The long-awaited end to the DeflateGate saga finally is at hand, with U.S. District Judge Richard M. Berman expected to rule in the coming days on Tom Brady’s challenge of his four-game suspension by the NFL.

Well, not quite.

With both Brady, the four-time Super Bowl-winning quarterback for the New England Patriots, and NFL Commissioner Roger Goodell attending Monday’s federal court hearing in New York,  indeed Berman said his decision will come by Friday, and possibly as soon as Tuesday. The league and NFL Players Association had asked the judge to rule by Sept. 4, if there was no settlement in the case.

But that won’t be the end. Whichever side loses before Berman could turn next to the U.S. Court of Appeals for the Second Circuit.

A triumph by Brady and the union before Berman presumably would put Brady on the field when the Patriots host the Pittsburgh Steelers in the NFL’s season-opening game Sept. 10. But Brady, in that case, would be risking having to serve his suspension later, potentially late in the season when the games really matter, if the NFL prevails on appeal.

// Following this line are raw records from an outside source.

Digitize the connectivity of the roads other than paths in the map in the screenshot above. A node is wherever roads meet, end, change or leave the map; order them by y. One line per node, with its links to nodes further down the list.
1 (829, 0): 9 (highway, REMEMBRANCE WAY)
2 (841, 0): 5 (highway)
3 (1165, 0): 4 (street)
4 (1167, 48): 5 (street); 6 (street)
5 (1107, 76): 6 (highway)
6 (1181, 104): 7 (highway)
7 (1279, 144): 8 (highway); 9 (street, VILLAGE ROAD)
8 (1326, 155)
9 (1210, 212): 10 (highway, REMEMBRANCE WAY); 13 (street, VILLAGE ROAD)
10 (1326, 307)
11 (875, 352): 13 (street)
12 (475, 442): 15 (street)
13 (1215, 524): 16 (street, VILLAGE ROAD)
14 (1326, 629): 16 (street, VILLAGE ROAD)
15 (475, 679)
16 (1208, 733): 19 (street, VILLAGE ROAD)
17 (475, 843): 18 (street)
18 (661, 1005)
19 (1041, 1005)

If Berman sides with the league and Brady’s suspension is upheld, Brady and the union could seek to have the suspension set aside to enable him to play while his appeal is pending. But that would not be a certainty.

“Wheels of appellate justice turn slowly,” Gabriel Feldman, the director of sports law program at Tulane University, wrote on Twitter, “so [we] may not have [the] final decision for months, though Brady will fight to stay on [the] field during [an] appeal.”

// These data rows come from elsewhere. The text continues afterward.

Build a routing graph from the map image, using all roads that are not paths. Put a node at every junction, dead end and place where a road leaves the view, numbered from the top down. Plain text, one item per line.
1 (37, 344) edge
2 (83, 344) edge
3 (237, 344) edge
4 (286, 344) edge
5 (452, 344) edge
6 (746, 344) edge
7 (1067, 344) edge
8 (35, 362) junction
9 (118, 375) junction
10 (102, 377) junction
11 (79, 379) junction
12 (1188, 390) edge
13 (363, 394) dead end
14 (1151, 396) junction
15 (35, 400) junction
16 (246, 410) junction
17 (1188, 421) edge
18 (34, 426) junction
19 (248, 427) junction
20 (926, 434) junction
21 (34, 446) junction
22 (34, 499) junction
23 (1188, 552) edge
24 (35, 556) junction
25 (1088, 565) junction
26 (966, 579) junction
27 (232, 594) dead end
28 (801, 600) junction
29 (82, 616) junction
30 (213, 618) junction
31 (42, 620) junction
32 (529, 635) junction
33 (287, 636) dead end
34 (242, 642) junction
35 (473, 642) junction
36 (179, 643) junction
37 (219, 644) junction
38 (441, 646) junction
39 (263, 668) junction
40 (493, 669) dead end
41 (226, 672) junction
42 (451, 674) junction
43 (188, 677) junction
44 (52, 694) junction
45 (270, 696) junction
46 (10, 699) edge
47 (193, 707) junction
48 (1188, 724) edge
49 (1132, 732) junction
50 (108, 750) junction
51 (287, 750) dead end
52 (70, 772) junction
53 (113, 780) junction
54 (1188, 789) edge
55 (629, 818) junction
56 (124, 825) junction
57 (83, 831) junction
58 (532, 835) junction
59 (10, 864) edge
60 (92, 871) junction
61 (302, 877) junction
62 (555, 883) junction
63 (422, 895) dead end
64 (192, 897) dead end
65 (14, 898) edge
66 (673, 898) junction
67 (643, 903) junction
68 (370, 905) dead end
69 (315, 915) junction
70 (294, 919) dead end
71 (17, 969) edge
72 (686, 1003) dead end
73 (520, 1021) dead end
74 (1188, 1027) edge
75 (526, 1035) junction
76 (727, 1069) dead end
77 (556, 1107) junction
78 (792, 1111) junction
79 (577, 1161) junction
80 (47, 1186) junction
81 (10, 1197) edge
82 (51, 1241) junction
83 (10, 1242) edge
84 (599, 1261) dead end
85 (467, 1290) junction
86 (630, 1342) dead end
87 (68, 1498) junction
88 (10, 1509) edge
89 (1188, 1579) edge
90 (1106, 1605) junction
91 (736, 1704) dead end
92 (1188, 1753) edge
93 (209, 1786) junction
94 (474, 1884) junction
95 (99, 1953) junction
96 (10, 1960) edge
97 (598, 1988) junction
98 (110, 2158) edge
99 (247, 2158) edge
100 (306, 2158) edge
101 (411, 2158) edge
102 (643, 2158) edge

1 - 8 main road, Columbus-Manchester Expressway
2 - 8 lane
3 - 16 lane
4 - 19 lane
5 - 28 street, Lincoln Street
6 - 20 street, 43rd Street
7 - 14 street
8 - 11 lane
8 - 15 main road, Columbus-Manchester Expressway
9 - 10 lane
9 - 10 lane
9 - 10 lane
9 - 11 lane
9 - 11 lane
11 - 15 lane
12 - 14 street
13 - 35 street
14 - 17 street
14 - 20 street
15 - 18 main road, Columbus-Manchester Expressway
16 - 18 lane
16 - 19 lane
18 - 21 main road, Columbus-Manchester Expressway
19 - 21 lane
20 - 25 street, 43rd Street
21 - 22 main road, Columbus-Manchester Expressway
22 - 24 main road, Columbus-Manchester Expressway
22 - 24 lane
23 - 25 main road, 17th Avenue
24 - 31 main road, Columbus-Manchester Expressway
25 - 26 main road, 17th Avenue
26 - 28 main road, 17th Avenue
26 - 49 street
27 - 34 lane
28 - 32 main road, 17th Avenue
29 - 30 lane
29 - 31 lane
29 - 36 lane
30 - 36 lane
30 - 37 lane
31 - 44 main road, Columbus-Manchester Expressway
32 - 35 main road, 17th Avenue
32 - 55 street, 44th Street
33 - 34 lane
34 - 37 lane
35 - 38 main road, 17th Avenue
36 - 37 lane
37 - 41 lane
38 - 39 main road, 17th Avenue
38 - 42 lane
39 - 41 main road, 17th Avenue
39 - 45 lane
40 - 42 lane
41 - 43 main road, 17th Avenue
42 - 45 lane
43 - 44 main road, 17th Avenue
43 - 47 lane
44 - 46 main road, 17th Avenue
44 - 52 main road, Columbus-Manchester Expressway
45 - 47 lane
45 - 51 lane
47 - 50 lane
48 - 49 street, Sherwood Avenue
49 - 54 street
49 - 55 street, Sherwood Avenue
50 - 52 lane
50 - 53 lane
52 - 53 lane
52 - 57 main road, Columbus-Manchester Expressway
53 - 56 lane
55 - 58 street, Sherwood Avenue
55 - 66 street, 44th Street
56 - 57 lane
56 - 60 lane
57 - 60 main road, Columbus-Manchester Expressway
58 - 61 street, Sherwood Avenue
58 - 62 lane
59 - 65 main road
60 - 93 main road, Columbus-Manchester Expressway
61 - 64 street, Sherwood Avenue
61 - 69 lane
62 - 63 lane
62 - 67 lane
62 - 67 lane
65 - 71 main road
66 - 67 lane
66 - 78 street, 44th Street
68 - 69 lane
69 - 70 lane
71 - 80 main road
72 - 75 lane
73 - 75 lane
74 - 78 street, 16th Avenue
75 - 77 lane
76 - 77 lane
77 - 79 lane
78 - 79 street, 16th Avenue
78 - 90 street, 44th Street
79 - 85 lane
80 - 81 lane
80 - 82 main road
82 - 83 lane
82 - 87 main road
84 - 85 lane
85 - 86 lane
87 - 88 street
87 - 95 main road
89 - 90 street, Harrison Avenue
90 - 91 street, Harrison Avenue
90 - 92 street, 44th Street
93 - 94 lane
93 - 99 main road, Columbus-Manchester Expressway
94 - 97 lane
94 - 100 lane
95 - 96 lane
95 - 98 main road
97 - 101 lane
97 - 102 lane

Berman attempted to persuade the league and union to settle the case, and he said Monday he was satisfied that the two sides had made legitimate efforts to do so. New York Giants co-owner John Mara and Jay Feely, the veteran place kicker who is active in NFLPA affairs, also attended Monday’s hearing.

A last-minute compromise between the NFL and the union is not precluded. But it appears very unlikely. There simply was too far for the sides to travel. The union and Brady’s representatives seemed willing for Brady to accept a fine tied only to a lack of cooperation with the NFL’s investigation. The league appeared adamant that Brady serve a suspension of some length and acknowledge wrongdoing in the under-inflation of footballs used by the Patriots in the first half of last season’s AFC title game. The opposing stances leave little room for a compromise.

Many observers have interpreted Berman’s questioning of the two sides in court as him favoring the union’s legal arguments over those made by the league. But legal experts have cautioned against reading too much into that, saying that merely could have reflected Berman’s strategy for attempting to bring about a settlement.

“No one can honestly tell you they know which way it’ll go,” one person connected to the case said in recent days.

At some point the saga will move out of the court room and back to the football field. Brady has not looked like his usually reliable self during preseason games, possibly indicating he has been distracted by the case. But it’s only the preseason, and all of that will matter little if he is on the field for the opener. The Patriots have readied Brady’s second-year backup, Jimmy Garoppolo, to take over if Brady’s suspension remains intact. It is difficult to judge Garoppolo’s readiness, given he never has started an NFL game, but no one is better than Patriots Coach Bill Belichick at using every circumstance to his advantage. The Patriots coming oh-so-close to an unbeaten 2007 season in the Spygate aftermath.

Even as this phase of DeflateGate draws to a close, there’s plenty more to come.